Лакки оглушительно залаял на незнакомый предмет в вышине, и тот, плавно покачиваясь, поплыл за верхушки сосен, стал уменьшаться, меркнуть и, наконец, пропал.
Стоит ли говорить, что до поздней ночи на террасе обсуждали странное явление. Был ли это оптический обман, НЛО или банальный аэростат, на чем настаивала Маринка, – не знаю… Но долго еще мы то и дело осторожно, искоса взглядывали на небо и больше уже не решались говорить ни о литературе, ни о падении нравов, словно кто-то неведомый крепко снасмешничал над нашими беседами, показав цену их и суть…
…Я понимаю, грубо говоря – вам нужна развязка.
Да, я тоже встретила его. Дня за два до отъезда. Я не сразу его заметила, сначала увидела велосипед – он лежал на песке, на обочине аллеи. Потом я обратила внимание на человека в светлом плаще. Он крался за мной, перебегая от сосны к сосне, стыдливо показывая из-за ствола лицо и еще одну деталь своего тела, которую по причине моей близорукости вполне можно было принять за деталь данного дерева. Нет, правда, у него было вполне интеллигентное лицо, непонятно даже – зачем отвлекать внимание встречных дам с такого приличного лица на нечто противоположное по смыслу и назначению.

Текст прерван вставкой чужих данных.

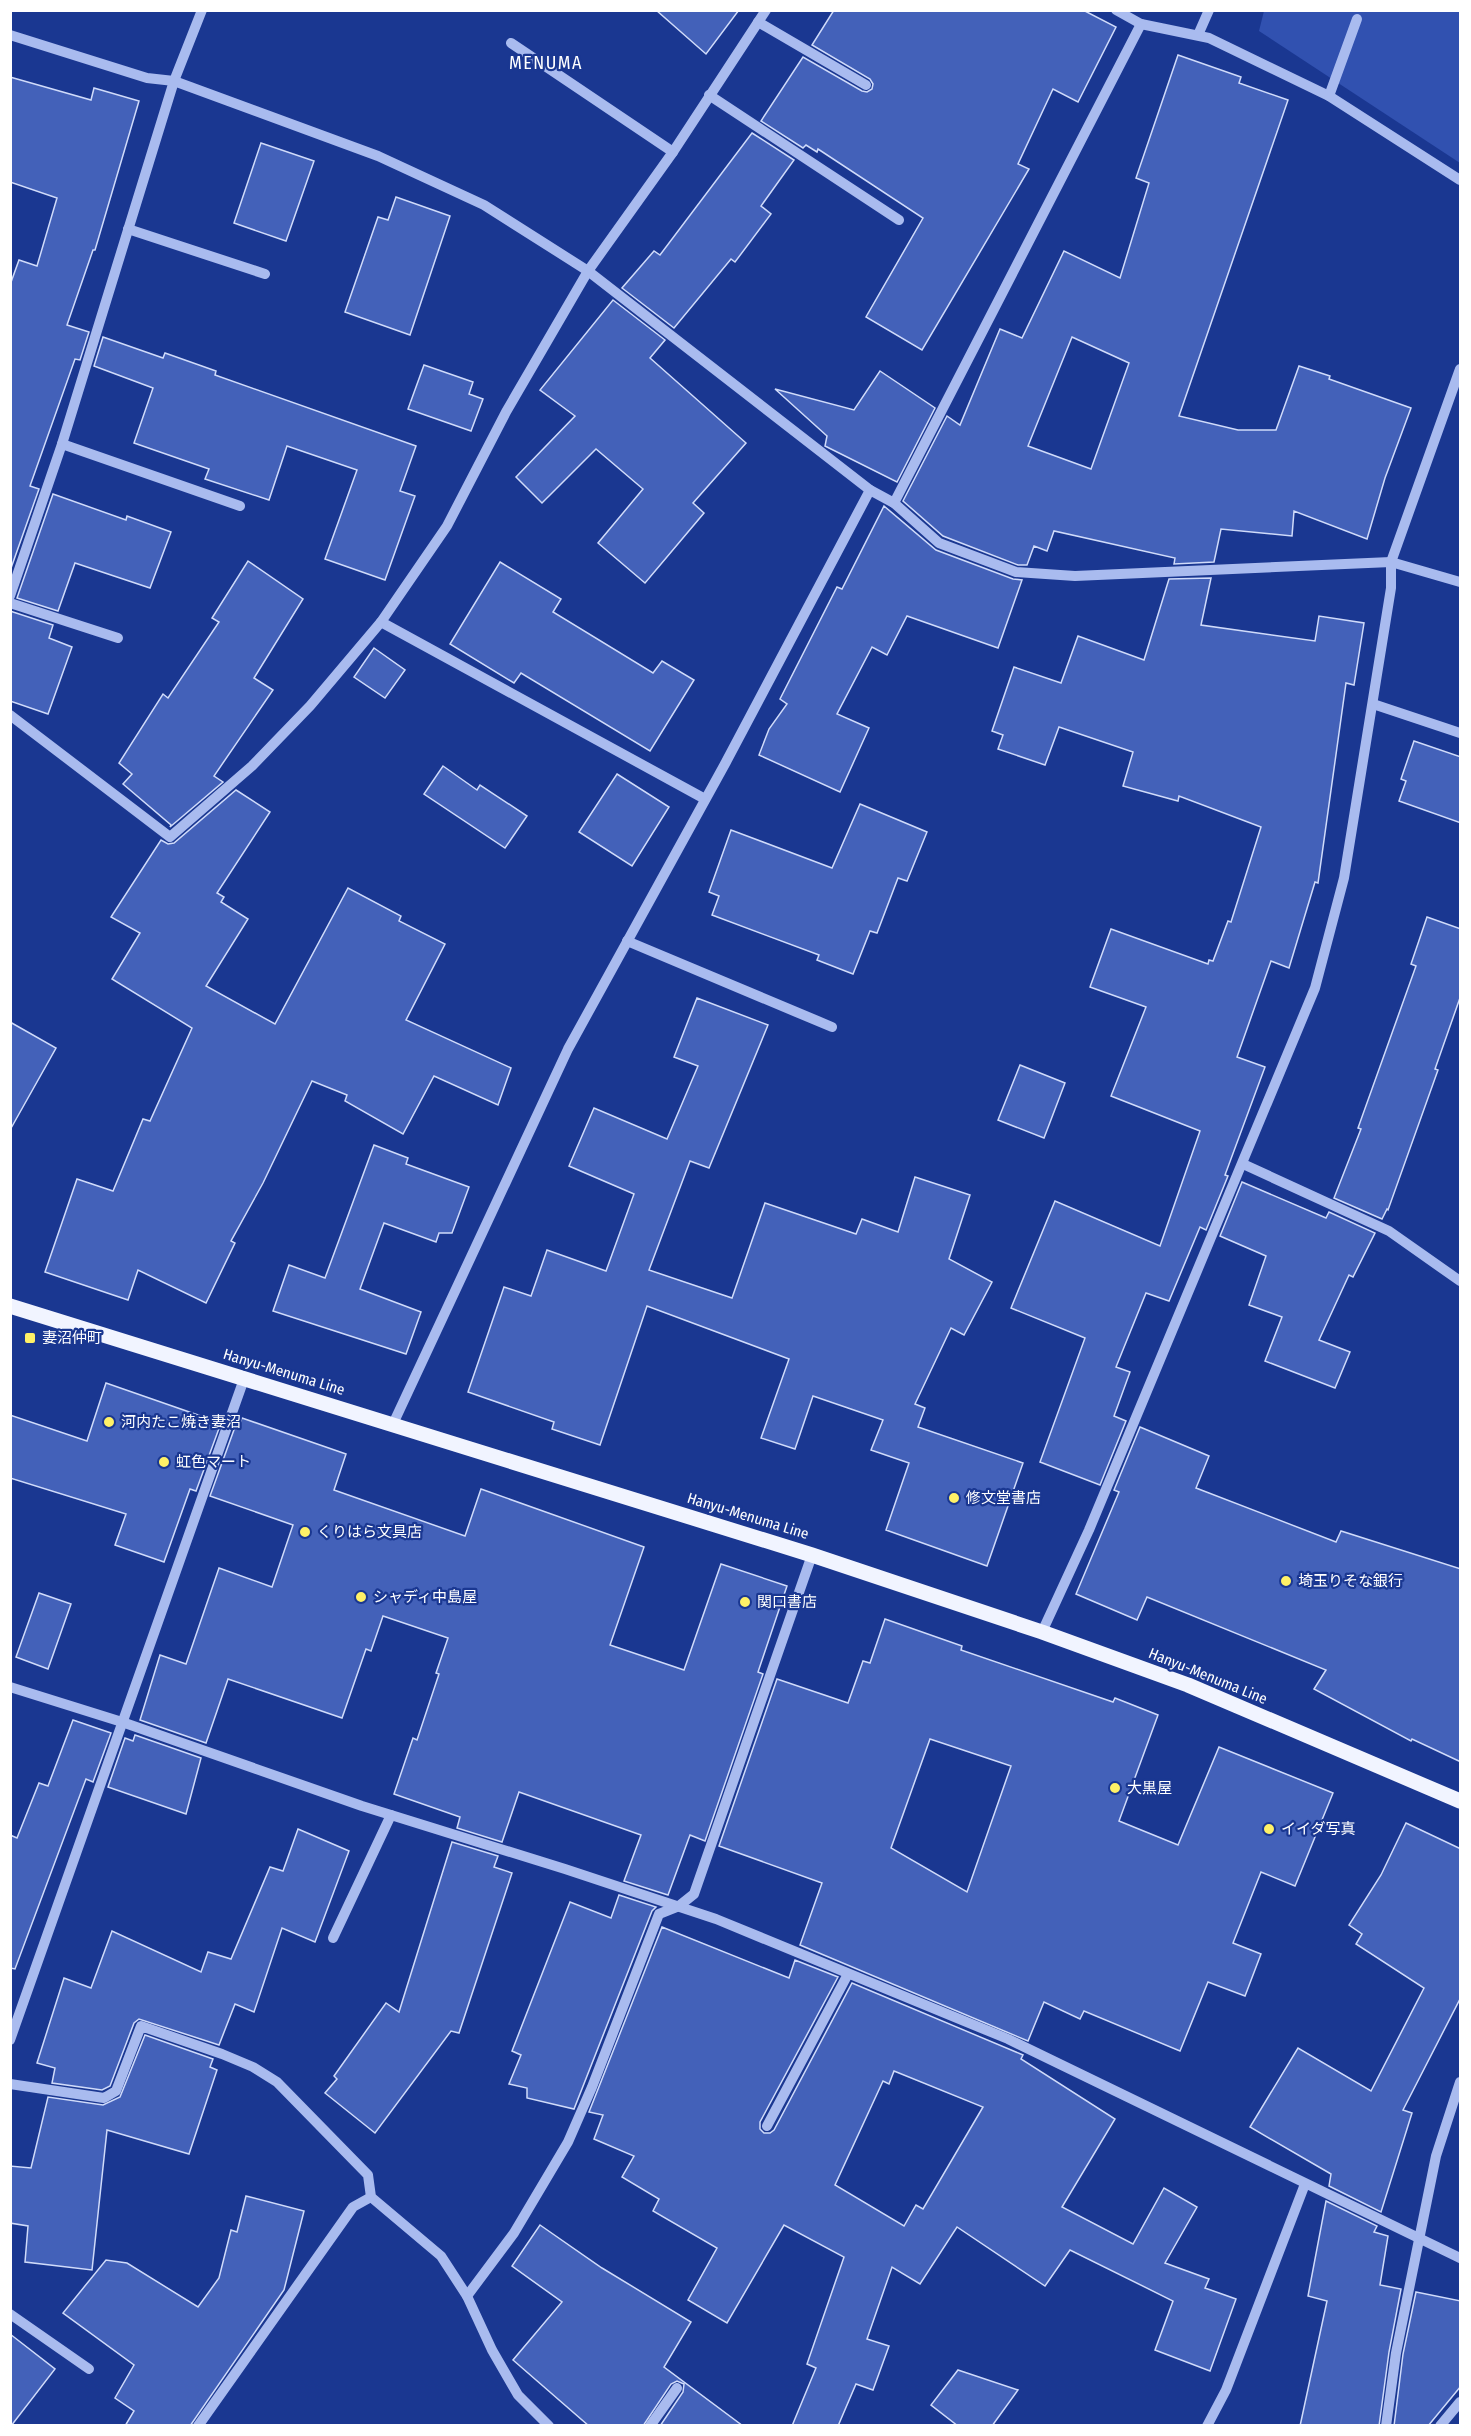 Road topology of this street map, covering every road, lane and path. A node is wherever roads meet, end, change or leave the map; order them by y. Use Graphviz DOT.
graph roads {
  1 [pos="202,10"];
  2 [pos="766,10"];
  3 [pos="1116,10"];
  4 [pos="1209,10"];
  5 [pos="1358,19"];
  6 [pos="758,22"];
  7 [pos="1141,24"];
  8 [pos="10,35"];
  9 [pos="1198,35"];
  10 [pos="511,43"];
  11 [pos="174,81"];
  12 [pos="866,84"];
  13 [pos="709,95"];
  14 [pos="1329,96"];
  15 [pos="673,152"];
  16 [pos="1461,180"];
  17 [pos="899,220"];
  18 [pos="128,229"];
  19 [pos="588,271"];
  20 [pos="264,274"];
  21 [pos="1461,369"];
  22 [pos="62,444"];
  23 [pos="870,490"];
  24 [pos="894,503"];
  25 [pos="240,506"];
  26 [pos="1391,562"];
  27 [pos="1461,582"];
  28 [pos="10,596"];
  29 [pos="10,603"];
  30 [pos="381,622"];
  31 [pos="118,638"];
  32 [pos="1373,704"];
  33 [pos="10,715"];
  34 [pos="1461,733"];
  35 [pos="705,799"];
  36 [pos="627,941"];
  37 [pos="832,1027"];
  38 [pos="1243,1164"];
  39 [pos="1461,1281"];
  40 [pos="10,1306"];
  41 [pos="244,1378"];
  42 [pos="393,1424"];
  43 [pos="812,1555"];
  44 [pos="1042,1632"];
  45 [pos="10,1687"];
  46 [pos="122,1722"];
  47 [pos="1461,1801"];
  48 [pos="391,1815"];
  49 [pos="679,1906"];
  50 [pos="333,1938"];
  51 [pos="848,1974"];
  52 [pos="10,2040"];
  53 [pos="1461,2082"];
  54 [pos="10,2084"];
  55 [pos="767,2126"];
  56 [pos="1305,2184"];
  57 [pos="371,2197"];
  58 [pos="1419,2236"];
  59 [pos="1461,2258"];
  60 [pos="467,2296"];
  61 [pos="10,2314"];
  62 [pos="89,2369"];
  63 [pos="677,2388"];
  64 [pos="1461,2402"];
  65 [pos="198,2426"];
  66 [pos="549,2426"];
  67 [pos="650,2426"];
  68 [pos="1207,2426"];
  69 [pos="1386,2426"];
  70 [pos="1440,2426"];
  1 -- 11 [label="street"];
  2 -- 6 [label="street"];
  3 -- 7 [label="street"];
  4 -- 9 [label="street"];
  5 -- 14 [label="street"];
  6 -- 12 [label="street"];
  6 -- 13 [label="street"];
  7 -- 9 [label="street"];
  7 -- 24 [label="street"];
  8 -- 11 [label="street"];
  9 -- 14 [label="street"];
  10 -- 15 [label="street"];
  11 -- 18 [label="street"];
  11 -- 19 [label="street"];
  13 -- 15 [label="street"];
  13 -- 17 [label="street"];
  14 -- 16 [label="street"];
  15 -- 19 [label="street"];
  18 -- 20 [label="street"];
  18 -- 22 [label="street"];
  19 -- 23 [label="street"];
  19 -- 30 [label="street"];
  21 -- 26 [label="street"];
  22 -- 25 [label="street"];
  22 -- 28 [label="street"];
  23 -- 24 [label="street"];
  23 -- 35 [label="street"];
  24 -- 26 [label="street"];
  26 -- 27 [label="street"];
  26 -- 32 [label="street"];
  29 -- 31 [label="street"];
  30 -- 33 [label="street"];
  30 -- 35 [label="street"];
  32 -- 34 [label="street"];
  32 -- 38 [label="street"];
  35 -- 36 [label="street"];
  36 -- 37 [label="street"];
  36 -- 42 [label="street"];
  38 -- 39 [label="street"];
  38 -- 44 [label="street"];
  40 -- 41 [label="main road, Hanyu-Menuma Line"];
  41 -- 42 [label="main road, Hanyu-Menuma Line"];
  41 -- 46 [label="street"];
  42 -- 43 [label="main road, Hanyu-Menuma Line"];
  43 -- 44 [label="main road, Hanyu-Menuma Line"];
  43 -- 49 [label="street"];
  44 -- 47 [label="main road, Hanyu-Menuma Line"];
  45 -- 46 [label="street"];
  46 -- 48 [label="street"];
  46 -- 52 [label="street"];
  48 -- 49 [label="street"];
  48 -- 50 [label="street"];
  49 -- 51 [label="street"];
  49 -- 60 [label="street"];
  51 -- 55 [label="street"];
  51 -- 56 [label="street"];
  53 -- 58 [label="street"];
  54 -- 57 [label="street"];
  56 -- 58 [label="street"];
  56 -- 68 [label="street"];
  57 -- 60 [label="street"];
  57 -- 65 [label="street"];
  58 -- 59 [label="street"];
  58 -- 69 [label="street"];
  60 -- 66 [label="street"];
  61 -- 62 [label="street"];
  63 -- 67 [label="street"];
  64 -- 70 [label="street"];
}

Да, это верно – почему-то сразу захотелось бежать сломя голову куда-нибудь прочь, но я сдержалась. Я подумала – когда Кося несколько месяцев моей жизни занимался, в сущности, тем же самым, я же не бежала, хотя и стоило убежать тотчас, как я поняла – чем он занимается.
Я остановилась и сказала ему громко:
– Бахтина, если вы имеете в виду книгу «Творчество Франсуа Рабле и народная культура Средневековья и Ренессанса», выпустил «Худлит», а не «Просвещение»… Тут вы ошиблись.
Он судорожно застегнул плащ на все пуговицы и застыл в странной позе, точно собирался бежать.
– Кстати, у меня есть это издание. Могу обменять, если заинтересуете.
Он помолчал, подумал, помял пальцами сорванную ромашку и спросил тихо:
– Гумилев вас устроит, «Письма о русской поэзии»?
– Нет, знаете, Гумилева оставьте себе…
– А Мандельштам? – спросил он неуверенно. – Полное собрание, правда, ксерокс.
– Мандельштам есть, спасибо. А вот Чарской у вас, случаем, не найдется, «Княжна Джаваха»?
– За кого вы меня принимаете?! – воскликнул он с легкой обидой. – Вы еще предположите, что я святочные журнальчики собираю.
– Ну, вы напрасно так категорично, – возразила я, – на Чарской не одно поколение выросло… Мне недавно попалось на глаза одно исследование, не помню только – в каком журнале…
В эту минуту в конце аллеи показались Эмилия Кондратьевна с Маринкой, и мой собеседник отпрянул, страшное замешательство появилось не только в его лице, но во всей его фигуре. Боком, молча, он скользнул за ствол сосны, пропал за сиреневым кустом, а там уж на повороте дороги мелькнул его силуэт на велосипеде. Словом, он бежал…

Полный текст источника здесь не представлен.